The principles of social justice

Social justice depends on four essential goals: human rights, access, participation, and equity. Social justice can’t be achieved without these four principles.

Human rights

The connection between social justice and human rights has strengthened over the years. It has become clear to activists and governments that one can’t exist without the other. When a society is just, it protects and respects everyone’s human rights. This connection is essential since human rights are recognized globally. Various treaties help keep governments accountable.


Being able to access essentials like shelter, food, and education is crucial for a just society. If access is restricted based on factors like gender, race, or class, it leads to suffering for individuals, communities, and society as a whole. Social justice activists work to increase and restore access, giving everyone equal opportunities for a good life.


Social justice isn’t possible if only some voices are heard. Unfortunately, that’s often what happens and the voices of the marginalized and vulnerable are silenced. Even when society tries to address problems, solutions won’t work if those most affected can’t participate in the process. Participation must be encouraged and rewarded so that everyone – especially those who haven’t had a chance before – can speak.


Many people believe that “equality” is one of the principles of social justice, but it’s actually “equity.” Equity takes into account the effects of discrimination and aims for an equal outcome. There’s a graphic that demonstrates this well: three people are trying to see over a fence. One of them is already tall and able to see – they represent the most privileged in society. The other can just barely see and the last person – the most vulnerable in society – can’t see at all. “Equality” gives everyone one box to stand on, even though the tallest person doesn’t need it and it still doesn’t allow the shortest person to see. “Equity” doesn’t give the privileged person any boxes. Instead, the middle person gets one box and the last gets two. Now, everyone is at an equal level.

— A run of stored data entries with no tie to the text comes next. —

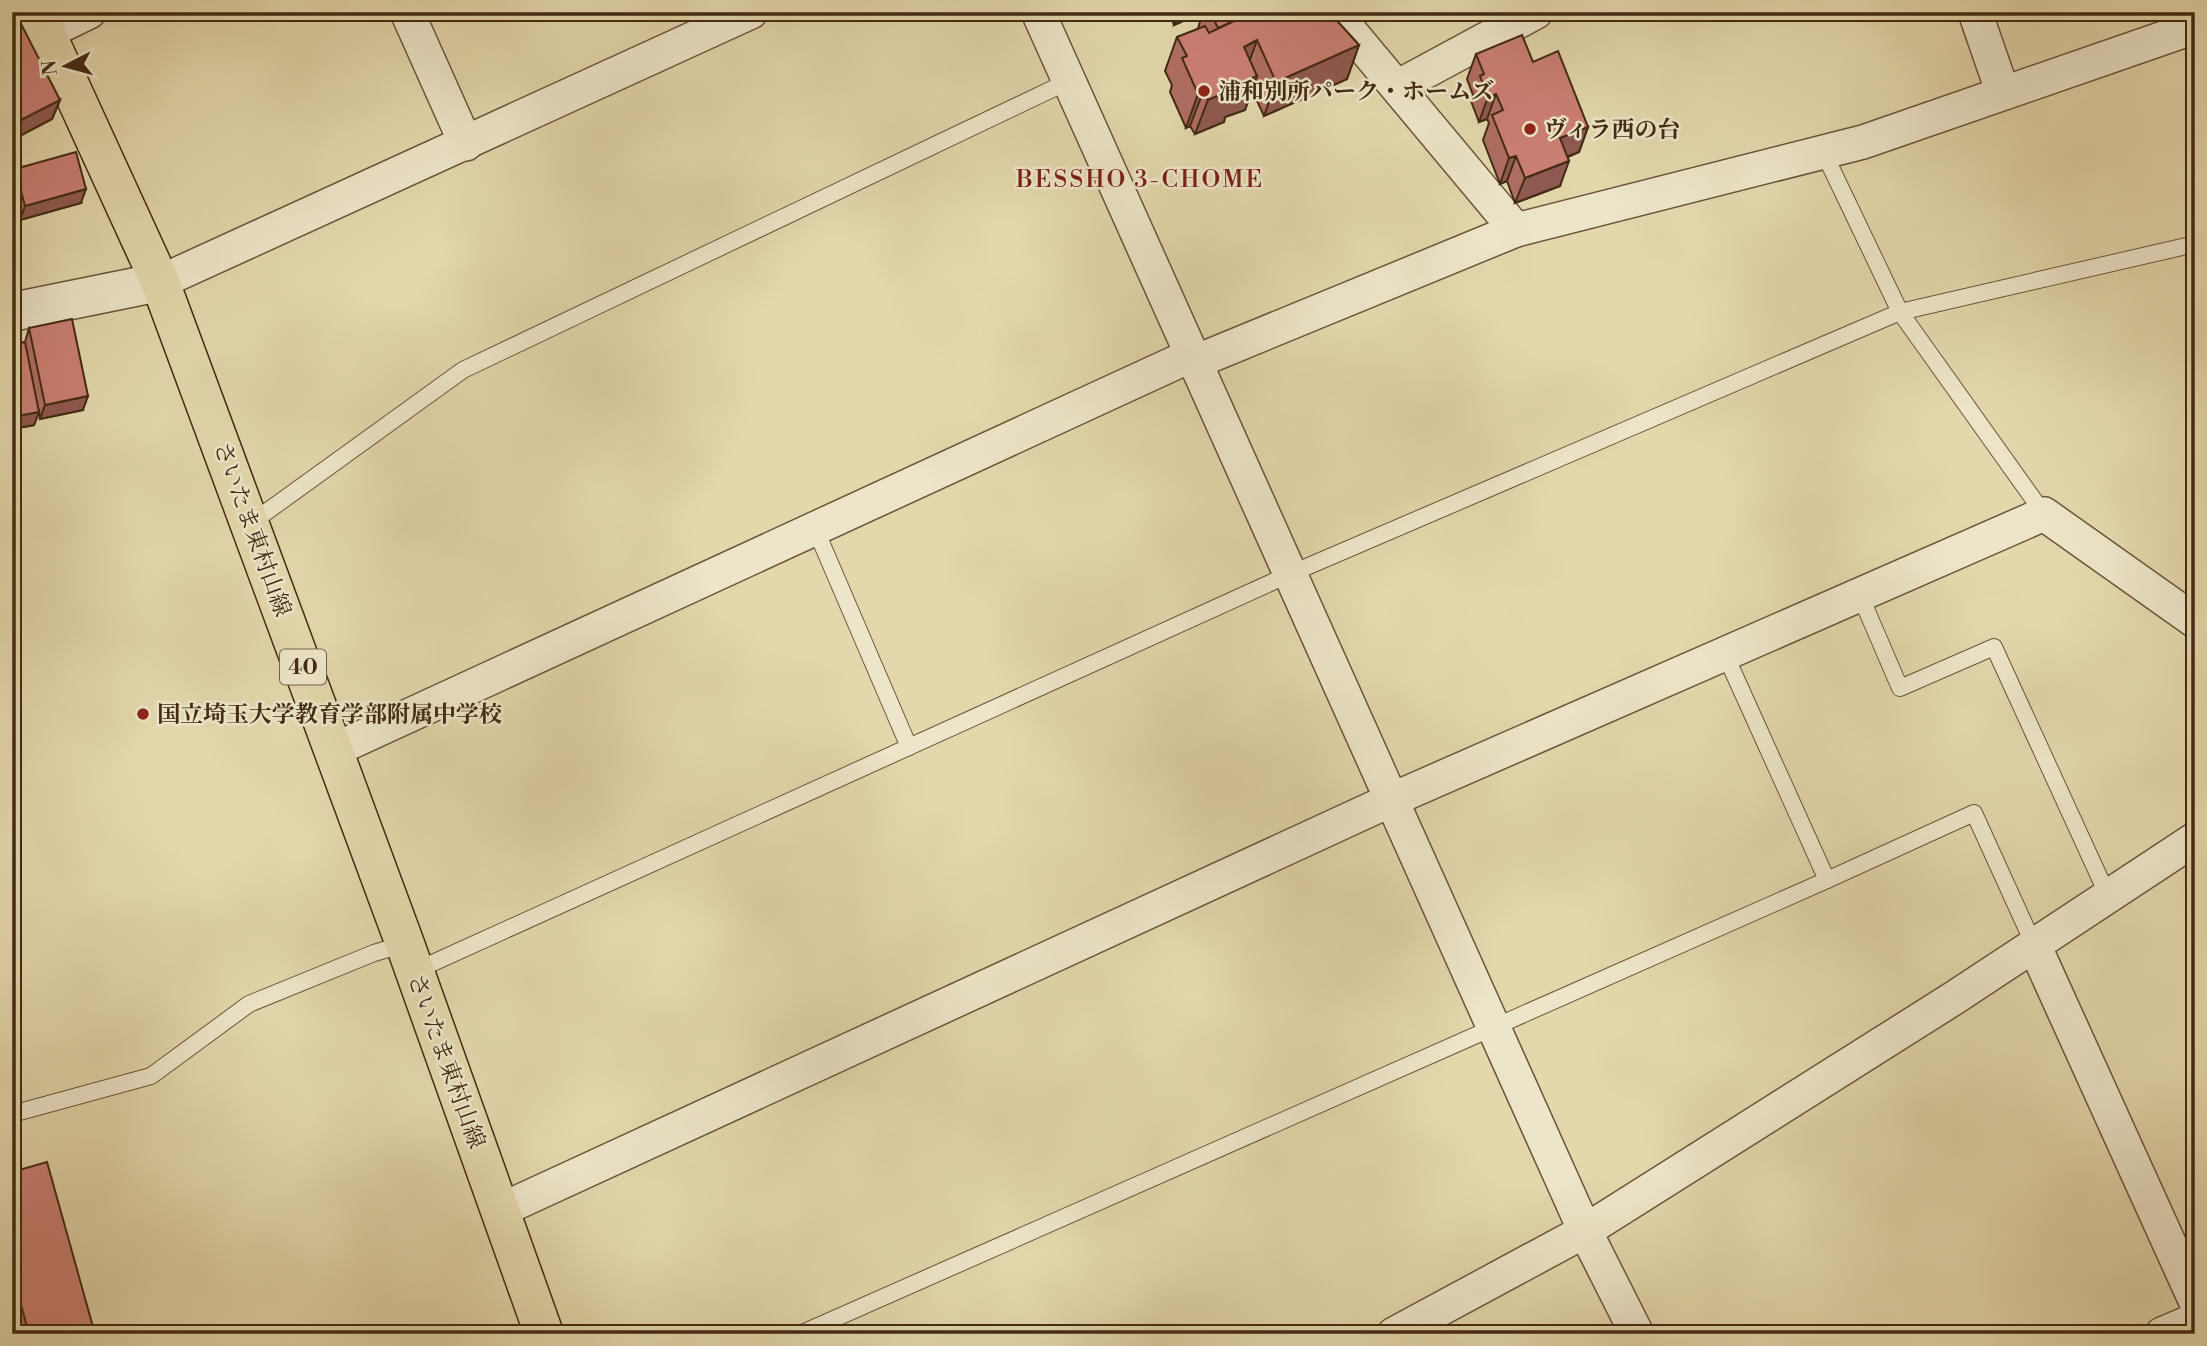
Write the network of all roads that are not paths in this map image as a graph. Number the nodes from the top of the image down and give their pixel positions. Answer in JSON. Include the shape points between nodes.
{"nodes":[{"id":1,"x":89,"y":12,"type":"edge"},
{"id":2,"x":407,"y":12,"type":"edge"},
{"id":3,"x":751,"y":12,"type":"edge"},
{"id":4,"x":1038,"y":12,"type":"edge"},
{"id":5,"x":1334,"y":12,"type":"edge"},
{"id":6,"x":1536,"y":12,"type":"edge"},
{"id":7,"x":1975,"y":12,"type":"edge"},
{"id":8,"x":40,"y":23,"type":"edge"},
{"id":9,"x":2195,"y":27,"type":"edge"},
{"id":10,"x":1069,"y":81,"type":"junction"},
{"id":11,"x":1397,"y":87,"type":"junction"},
{"id":12,"x":2003,"y":93,"type":"junction"},
{"id":13,"x":466,"y":144,"type":"junction"},
{"id":14,"x":1824,"y":153,"type":"junction"},
{"id":15,"x":1516,"y":230,"type":"junction"},
{"id":16,"x":2195,"y":244,"type":"edge"},
{"id":17,"x":160,"y":282,"type":"junction"},
{"id":18,"x":12,"y":312,"type":"edge"},
{"id":19,"x":1900,"y":312,"type":"junction"},
{"id":20,"x":1193,"y":358,"type":"junction"},
{"id":21,"x":2044,"y":514,"type":"junction"},
{"id":22,"x":251,"y":523,"type":"junction"},
{"id":23,"x":815,"y":528,"type":"junction"},
{"id":24,"x":1290,"y":575,"type":"junction"},
{"id":25,"x":1860,"y":595,"type":"junction"},
{"id":26,"x":2195,"y":621,"type":"edge"},
{"id":27,"x":1725,"y":654,"type":"junction"},
{"id":28,"x":909,"y":747,"type":"junction"},
{"id":29,"x":334,"y":750,"type":"junction"},
{"id":30,"x":1391,"y":800,"type":"junction"},
{"id":31,"x":2195,"y":839,"type":"edge"},
{"id":32,"x":1827,"y":880,"type":"junction"},
{"id":33,"x":2108,"y":896,"type":"junction"},
{"id":34,"x":2034,"y":945,"type":"junction"},
{"id":35,"x":410,"y":957,"type":"junction"},
{"id":36,"x":1494,"y":1028,"type":"junction"},
{"id":37,"x":12,"y":1114,"type":"edge"},
{"id":38,"x":501,"y":1210,"type":"junction"},
{"id":39,"x":1585,"y":1231,"type":"junction"},
{"id":40,"x":2195,"y":1300,"type":"edge"},
{"id":41,"x":2195,"y":1320,"type":"edge"},
{"id":42,"x":544,"y":1334,"type":"edge"},
{"id":43,"x":800,"y":1334,"type":"edge"},
{"id":44,"x":1394,"y":1334,"type":"edge"},
{"id":45,"x":1637,"y":1334,"type":"edge"},
{"id":46,"x":2162,"y":1334,"type":"edge"}],
"edges":[{"from":1,"to":8,"type":"street"},
{"from":2,"to":13,"type":"street"},
{"from":3,"to":13,"type":"street"},
{"from":4,"to":10,"type":"street"},
{"from":5,"to":11,"type":"street"},
{"from":6,"to":11,"type":"street"},
{"from":7,"to":12,"type":"street"},
{"from":8,"to":17,"type":"main road","name":"さいたま東村山線","number":"40"},
{"from":9,"to":12,"type":"street"},
{"from":10,"to":20,"type":"street"},
{"from":10,"to":22,"type":"lane","via":[[463,370]]},
{"from":11,"to":15,"type":"street"},
{"from":12,"to":14,"type":"street"},
{"from":13,"to":17,"type":"street"},
{"from":14,"to":15,"type":"street"},
{"from":14,"to":19,"type":"lane"},
{"from":15,"to":20,"type":"street"},
{"from":16,"to":19,"type":"lane"},
{"from":17,"to":18,"type":"street"},
{"from":17,"to":22,"type":"main road","name":"さいたま東村山線","number":"40"},
{"from":19,"to":21,"type":"lane"},
{"from":19,"to":24,"type":"lane"},
{"from":20,"to":23,"type":"street"},
{"from":20,"to":24,"type":"street"},
{"from":21,"to":25,"type":"street"},
{"from":21,"to":26,"type":"street"},
{"from":22,"to":29,"type":"main road","name":"さいたま東村山線","number":"40"},
{"from":23,"to":28,"type":"lane"},
{"from":23,"to":29,"type":"street"},
{"from":24,"to":28,"type":"lane"},
{"from":24,"to":30,"type":"street"},
{"from":25,"to":27,"type":"street"},
{"from":25,"to":33,"type":"lane","via":[[1899,688],[1994,647]]},
{"from":27,"to":30,"type":"street"},
{"from":27,"to":32,"type":"lane"},
{"from":28,"to":35,"type":"lane"},
{"from":29,"to":35,"type":"main road","name":"さいたま東村山線","number":"40"},
{"from":30,"to":36,"type":"street"},
{"from":30,"to":38,"type":"street"},
{"from":31,"to":33,"type":"street"},
{"from":32,"to":34,"type":"lane","via":[[1974,813]]},
{"from":32,"to":36,"type":"lane"},
{"from":33,"to":34,"type":"street"},
{"from":34,"to":39,"type":"street"},
{"from":34,"to":40,"type":"street"},
{"from":35,"to":37,"type":"lane","via":[[361,958],[248,1004],[151,1076]]},
{"from":35,"to":38,"type":"main road","name":"さいたま東村山線","number":"40"},
{"from":36,"to":39,"type":"street"},
{"from":36,"to":43,"type":"lane"},
{"from":38,"to":42,"type":"main road","name":"さいたま東村山線","number":"40"},
{"from":39,"to":44,"type":"street"},
{"from":39,"to":45,"type":"street"},
{"from":41,"to":46,"type":"street"}]}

Examples of social justice issues

Racial equality

Racial inequality is one of the most common social justice issues in the world. Most states have a history of racial discrimination and prejudice of some kind. It affects a racial group’s ability to find work, get access to healthcare, and receive an equal education.

Gender equality

The way things stand, it will take 100 years for global gender equality to become a reality. In the United States, it’s 208 years away. Obstacles like the gender pay gap, weakening reproductive rights, and unequal education opportunities hold women back. Social justice activists consider gender equality, which affects other issues like racial equality, one of the most important social justice issues of our time.

LGBTQ+ rights

People in the LGBTQ+ community face high levels of violence and discrimination all over the world. Among other challenges, it affects their ability to find employment, shelter, healthcare, and safety. It’s more dangerous in some states than others, but even in the most progressive countries, social justice for the LGBTQ+ community is not well-established.

Social justice means that everyone’s human rights are respected and protected. Everyone has equal opportunities. This doesn’t guarantee that society will be perfect and everyone will always be happy. However, everyone will have a fighting chance at the life they want. They aren’t held back by things out of their control like systemic obstacles or discrimination. There isn’t one clear framework for what successful social justice looks like in practice, but that’s why principles like participation are so important. As long as a nation values social justice and remains committed to equality, progress is possible.